== What is required ==
Show me each line of the listing below where the word "Cecilia" appears.

== Source data ==
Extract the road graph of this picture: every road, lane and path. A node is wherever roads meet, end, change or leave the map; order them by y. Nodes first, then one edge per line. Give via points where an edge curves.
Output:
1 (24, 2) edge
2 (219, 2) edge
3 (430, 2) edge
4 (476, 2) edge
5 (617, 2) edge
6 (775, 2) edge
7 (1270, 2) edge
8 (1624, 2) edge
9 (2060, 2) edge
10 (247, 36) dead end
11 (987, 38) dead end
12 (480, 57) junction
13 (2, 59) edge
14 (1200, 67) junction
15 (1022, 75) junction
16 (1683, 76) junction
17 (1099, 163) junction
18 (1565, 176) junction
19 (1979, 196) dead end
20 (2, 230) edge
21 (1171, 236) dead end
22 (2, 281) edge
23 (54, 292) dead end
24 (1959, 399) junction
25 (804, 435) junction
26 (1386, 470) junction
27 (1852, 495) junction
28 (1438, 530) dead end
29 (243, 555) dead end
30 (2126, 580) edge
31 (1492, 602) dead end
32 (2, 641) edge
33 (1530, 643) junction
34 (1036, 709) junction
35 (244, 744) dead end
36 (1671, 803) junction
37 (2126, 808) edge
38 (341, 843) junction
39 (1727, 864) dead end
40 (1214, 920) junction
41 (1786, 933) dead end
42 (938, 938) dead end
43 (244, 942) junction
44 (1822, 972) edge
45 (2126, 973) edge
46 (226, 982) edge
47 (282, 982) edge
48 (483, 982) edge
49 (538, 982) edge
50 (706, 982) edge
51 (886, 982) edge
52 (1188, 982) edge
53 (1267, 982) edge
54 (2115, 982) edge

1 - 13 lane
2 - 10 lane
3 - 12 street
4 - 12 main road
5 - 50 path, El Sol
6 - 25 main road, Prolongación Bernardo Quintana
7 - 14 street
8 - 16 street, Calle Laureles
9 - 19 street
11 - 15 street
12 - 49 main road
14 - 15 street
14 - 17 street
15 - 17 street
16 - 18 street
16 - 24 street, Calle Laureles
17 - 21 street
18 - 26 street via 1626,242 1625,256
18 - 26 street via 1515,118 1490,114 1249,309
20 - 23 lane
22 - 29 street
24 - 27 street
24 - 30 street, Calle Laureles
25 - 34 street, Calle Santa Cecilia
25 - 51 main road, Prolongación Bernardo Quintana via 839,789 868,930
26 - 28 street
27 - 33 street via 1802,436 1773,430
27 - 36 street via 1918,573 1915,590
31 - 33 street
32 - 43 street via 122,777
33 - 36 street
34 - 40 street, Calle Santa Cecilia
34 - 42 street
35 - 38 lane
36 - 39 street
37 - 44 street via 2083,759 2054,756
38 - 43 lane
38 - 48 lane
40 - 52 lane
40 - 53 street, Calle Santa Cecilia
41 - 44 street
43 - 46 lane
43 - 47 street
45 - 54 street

== Output for this exercise ==
25 - 34 street, Calle Santa Cecilia
34 - 40 street, Calle Santa Cecilia
40 - 53 street, Calle Santa Cecilia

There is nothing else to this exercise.